- Date: March 25 – April 1
- Edition: 1st
- Category: Grand Prix
- Draw: 32S / 16D
- Prize money: $250,000
- Surface: Hard / outdoor
- Location: Fort Myers, FL, United States

Champions

Singles
- Ivan Lendl

Doubles
- Ken Flach / Robert Seguso
- Paine Webber Classic · 1986 →

= 1985 Paine Webber Classic =

The 1985 Paine Webber Classic was a men's tennis tournament played on outdoor hard courts in Fort Myers, Florida in the United States that was part of the 1985 Nabisco Grand Prix.
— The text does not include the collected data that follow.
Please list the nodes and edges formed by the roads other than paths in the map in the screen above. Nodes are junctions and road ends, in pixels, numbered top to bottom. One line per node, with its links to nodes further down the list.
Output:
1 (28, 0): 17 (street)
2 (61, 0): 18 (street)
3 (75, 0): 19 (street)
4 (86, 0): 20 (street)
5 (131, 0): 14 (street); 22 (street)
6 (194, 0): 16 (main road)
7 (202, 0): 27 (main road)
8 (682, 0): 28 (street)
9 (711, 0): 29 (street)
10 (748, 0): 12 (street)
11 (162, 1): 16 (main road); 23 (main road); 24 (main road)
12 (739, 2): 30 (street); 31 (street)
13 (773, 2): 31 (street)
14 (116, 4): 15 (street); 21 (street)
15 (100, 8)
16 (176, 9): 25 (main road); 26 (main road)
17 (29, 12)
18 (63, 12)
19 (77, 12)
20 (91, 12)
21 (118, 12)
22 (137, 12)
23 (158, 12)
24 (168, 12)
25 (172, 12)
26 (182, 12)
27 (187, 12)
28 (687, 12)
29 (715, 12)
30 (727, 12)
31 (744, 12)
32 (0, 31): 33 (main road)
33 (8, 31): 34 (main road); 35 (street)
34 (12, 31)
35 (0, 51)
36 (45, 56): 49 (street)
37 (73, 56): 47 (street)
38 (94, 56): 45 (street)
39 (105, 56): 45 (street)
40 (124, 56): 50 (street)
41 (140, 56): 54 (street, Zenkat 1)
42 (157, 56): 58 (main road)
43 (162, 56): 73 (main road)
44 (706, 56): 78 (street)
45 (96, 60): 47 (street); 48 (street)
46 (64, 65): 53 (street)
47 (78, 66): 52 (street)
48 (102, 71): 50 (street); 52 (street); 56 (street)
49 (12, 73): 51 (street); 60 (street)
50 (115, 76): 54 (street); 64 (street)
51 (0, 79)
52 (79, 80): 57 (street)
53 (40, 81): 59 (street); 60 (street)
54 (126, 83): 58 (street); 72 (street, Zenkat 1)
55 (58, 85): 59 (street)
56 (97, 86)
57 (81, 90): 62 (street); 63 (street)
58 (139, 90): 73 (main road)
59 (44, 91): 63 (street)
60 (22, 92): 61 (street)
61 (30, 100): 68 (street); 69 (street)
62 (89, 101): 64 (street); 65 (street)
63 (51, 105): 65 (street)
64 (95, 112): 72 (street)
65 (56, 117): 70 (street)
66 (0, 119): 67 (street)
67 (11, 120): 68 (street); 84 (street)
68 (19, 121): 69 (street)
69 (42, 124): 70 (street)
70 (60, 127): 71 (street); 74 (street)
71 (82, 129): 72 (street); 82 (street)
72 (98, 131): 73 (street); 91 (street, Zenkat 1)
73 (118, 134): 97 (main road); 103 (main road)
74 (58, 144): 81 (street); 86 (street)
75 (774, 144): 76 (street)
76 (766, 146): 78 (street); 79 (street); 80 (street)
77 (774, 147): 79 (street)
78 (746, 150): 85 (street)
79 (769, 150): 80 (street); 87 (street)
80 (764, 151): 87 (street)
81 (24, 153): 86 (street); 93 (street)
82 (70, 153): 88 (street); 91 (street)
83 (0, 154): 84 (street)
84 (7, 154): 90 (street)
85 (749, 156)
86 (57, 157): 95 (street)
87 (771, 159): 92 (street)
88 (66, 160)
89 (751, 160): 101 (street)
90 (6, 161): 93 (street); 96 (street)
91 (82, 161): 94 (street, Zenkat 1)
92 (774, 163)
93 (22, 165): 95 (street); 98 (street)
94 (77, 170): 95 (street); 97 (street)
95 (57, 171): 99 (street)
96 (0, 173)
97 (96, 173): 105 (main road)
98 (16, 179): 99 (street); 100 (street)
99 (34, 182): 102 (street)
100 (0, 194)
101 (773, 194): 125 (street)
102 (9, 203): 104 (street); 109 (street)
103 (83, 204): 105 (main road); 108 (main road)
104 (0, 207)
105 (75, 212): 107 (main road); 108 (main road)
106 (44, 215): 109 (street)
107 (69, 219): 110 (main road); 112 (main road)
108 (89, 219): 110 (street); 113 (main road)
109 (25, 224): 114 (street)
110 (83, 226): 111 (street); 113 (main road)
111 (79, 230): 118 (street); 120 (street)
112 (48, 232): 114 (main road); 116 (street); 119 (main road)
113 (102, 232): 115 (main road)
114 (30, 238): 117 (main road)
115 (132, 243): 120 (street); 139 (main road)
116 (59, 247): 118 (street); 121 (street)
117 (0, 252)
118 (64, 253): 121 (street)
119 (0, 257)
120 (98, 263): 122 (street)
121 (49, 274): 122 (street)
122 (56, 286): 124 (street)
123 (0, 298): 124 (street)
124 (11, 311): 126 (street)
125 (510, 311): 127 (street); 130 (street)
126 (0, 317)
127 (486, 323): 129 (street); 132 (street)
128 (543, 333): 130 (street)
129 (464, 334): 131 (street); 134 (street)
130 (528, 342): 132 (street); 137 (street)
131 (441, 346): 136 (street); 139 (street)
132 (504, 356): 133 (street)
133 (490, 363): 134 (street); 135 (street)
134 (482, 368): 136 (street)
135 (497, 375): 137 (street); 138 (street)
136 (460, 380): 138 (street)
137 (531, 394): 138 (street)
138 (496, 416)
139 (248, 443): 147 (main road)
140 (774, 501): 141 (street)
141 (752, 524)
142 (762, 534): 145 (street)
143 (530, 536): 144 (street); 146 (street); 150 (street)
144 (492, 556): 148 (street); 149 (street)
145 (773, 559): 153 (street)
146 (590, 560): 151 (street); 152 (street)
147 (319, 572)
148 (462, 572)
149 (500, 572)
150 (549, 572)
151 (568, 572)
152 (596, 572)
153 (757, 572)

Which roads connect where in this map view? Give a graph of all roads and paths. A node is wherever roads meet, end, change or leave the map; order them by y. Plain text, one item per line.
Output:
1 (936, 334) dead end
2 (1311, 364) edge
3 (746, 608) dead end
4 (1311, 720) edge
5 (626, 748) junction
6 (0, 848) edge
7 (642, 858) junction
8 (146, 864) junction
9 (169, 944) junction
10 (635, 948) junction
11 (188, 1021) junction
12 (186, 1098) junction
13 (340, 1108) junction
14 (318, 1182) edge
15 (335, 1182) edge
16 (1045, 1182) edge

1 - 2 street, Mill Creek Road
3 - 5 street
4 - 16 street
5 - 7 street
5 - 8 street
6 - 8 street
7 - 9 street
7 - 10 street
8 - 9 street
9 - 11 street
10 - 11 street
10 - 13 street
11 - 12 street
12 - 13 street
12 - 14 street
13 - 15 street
It was the inaugural edition of the tournament and was held from March 25 through April 1, 1985. Second-seeded Ivan Lendl won the singles title.

==Prize money==

| Event | W | F | SF | QF | Round of 16 | Round of 32 |
| Singles | $50,000 | $25,000 | $13,250 | $7,125 | $3,875 | $2,125 |
| Doubles | $15,000 | $7,500 | $4,150 | $2,600 | $1,725 | —N/a |
Doubles prize money per team

==Finals==

===Singles===

CSK Ivan Lendl defeated USA Jimmy Connors 6–3, 6–2
- It was Lendl's 1st singles title of the year and the 43rd of his career.

===Doubles===

USA Ken Flach / USA Robert Seguso defeated USA Sammy Giammalva Jr. / USA David Pate 3–6, 6–3, 6–3
- It was Flach's 2nd title of the year and the 8th of his career. It was Seguso's 2nd title of the year and the 8th of his career.